Database Normalization in Simple Terms (1st, 2nd and 3rd Normal Forms)
Picture this: you’re getting ready for a date, aiming to impress in your favorite T-shirt. But here’s the twist — your wardrobe is an absolute mess. The frantic hunt through heaps of clothes to locate that one piece is driving you crazy. This desperate search mirrors the struggle of navigating a non-normalized database. Just as a chaotic closet sabotages your quest for the perfect outfit, an unorganized database thwarts efficient data retrieval due to redundancy and inconsistencies. In this article, I’ll be diving into the world of database normalization — a systematic approach that brings order to data, much like tidying up your clothes to reclaim order in your closet.
What is Database Normalization?
Database normalization is simply the process of structuring and organizing data within a database to reduce redundancy and improve efficiency. It involves breaking down or decomposing large and complex tables into smaller and simpler tables, and then connecting each of these tables using what is known as a foreign key. The purpose of this is to ensure data accuracy, make querying faster, and maintain consistency in a database by minimizing data anomalies and errors.
Why do database engineers normalize databases?
Database engineers or developers normalize databases to reduce data duplication, avoid data modification implications, which in turn helps to simplify data queries from the database. To gain a better understanding of normalization and the challenges it addresses, let’s look at an example of a table that hasn’t been normalized.
The table above presents a list of university students, courses, and departments. It also illustrates the relationships and associations between students, courses, and departments. Additionally, it includes the names and contact details of the department heads.

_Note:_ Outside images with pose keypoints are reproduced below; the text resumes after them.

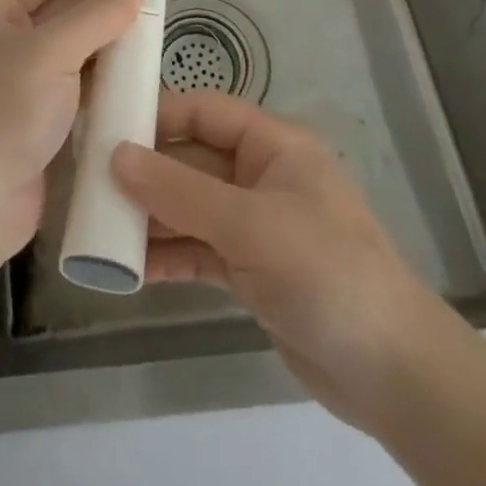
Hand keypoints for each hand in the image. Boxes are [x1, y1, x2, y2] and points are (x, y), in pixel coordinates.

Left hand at [0, 0, 140, 272]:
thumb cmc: (1, 110)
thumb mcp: (49, 52)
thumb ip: (95, 18)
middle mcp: (5, 42)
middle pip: (61, 11)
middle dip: (101, 3)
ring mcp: (20, 85)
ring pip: (73, 53)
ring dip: (107, 45)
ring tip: (152, 35)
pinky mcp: (37, 124)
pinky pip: (77, 91)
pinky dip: (103, 84)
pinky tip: (136, 83)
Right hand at [111, 89, 444, 430]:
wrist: (394, 374)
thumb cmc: (325, 271)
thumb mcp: (248, 224)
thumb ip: (179, 190)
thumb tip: (115, 155)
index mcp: (272, 145)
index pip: (204, 111)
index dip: (157, 115)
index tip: (106, 128)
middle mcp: (261, 176)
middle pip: (191, 161)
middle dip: (145, 173)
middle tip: (91, 185)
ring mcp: (256, 224)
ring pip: (190, 207)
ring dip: (151, 218)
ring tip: (100, 230)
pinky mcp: (251, 269)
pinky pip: (199, 249)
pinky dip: (169, 255)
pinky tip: (131, 269)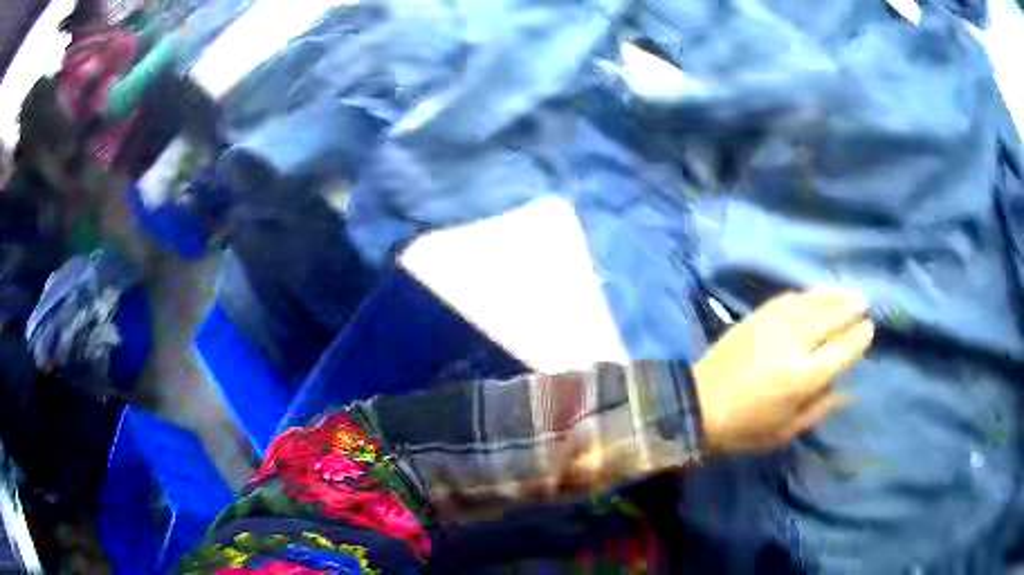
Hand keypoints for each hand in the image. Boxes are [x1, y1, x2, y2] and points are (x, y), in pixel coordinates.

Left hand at [693, 289, 873, 453]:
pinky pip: (787, 299)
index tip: (869, 328)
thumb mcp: (786, 431)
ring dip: (833, 295)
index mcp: (802, 378)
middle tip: (864, 302)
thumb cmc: (743, 429)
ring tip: (848, 292)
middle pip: (831, 319)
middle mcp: (793, 345)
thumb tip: (850, 391)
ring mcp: (772, 325)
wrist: (696, 405)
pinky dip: (805, 295)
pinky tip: (814, 294)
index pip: (842, 351)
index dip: (859, 338)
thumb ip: (820, 408)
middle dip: (850, 309)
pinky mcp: (755, 317)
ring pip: (811, 303)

Developing tables like this that serve multiple purposes causes serious challenges and problems for database systems. The most common of these challenges include:
Insert anomaly
Update anomaly and
Deletion anomaly
Let’s explore these issues with a slightly more detailed approach.
Insert Anomaly
Insert anomaly occurs when new data is inserted into a table, which then requires the insertion of additional data. Let’s use the Enrollment Table above as an example. In this table, each student is identified by a special ID. But the issue is, before I can add new records for things like courses, I must first put data in the student ID column. This is because it is a PRIMARY KEY and can not be NULL, even if it does not make sense. Essentially, this means I can’t add a new course without enrolling new students, and I can’t enroll new students without giving them an ID. And this ID can’t be left empty. So, I end up stuck — I can’t add a new course unless I also add new student data. This is what we mean by an insert anomaly, where adding one type of information depends on adding another type that shouldn’t be directly connected.
Update anomaly
An update anomaly occurs when you attempt to update a record in a table column only to discover that this will result in further updates across the table. Let’s go back to the Enrollment Table to see how this happens. In that table, the course name and department info is repeated for every student in that course. This repeating makes the database bigger and harder to keep accurate. Now, let’s say Dr. Harry, the head of the Computing Department, leaves and a new head comes in. I need to change Dr. Harry’s name to the new head’s name everywhere in the table. But I also have to change it for all the students in that department. This is tough because if I miss any students, the table will have wrong info. This is the update anomaly problem. Changing data in one spot causes changes in many other spots.
Deletion Anomaly
A deletion anomaly is when the deletion of a record of data causes the deletion of more than one set of data required in the database. For instance, let’s consider Emmanuel, a student with the ID number 4, who wants to quit his course. If I remove Emmanuel’s data, it unexpectedly erases records from the Engineering department as well, since they rely on Emmanuel’s ID. This is a case of the deletion anomaly issue. Deleting one set of data causes the removal of other related records too.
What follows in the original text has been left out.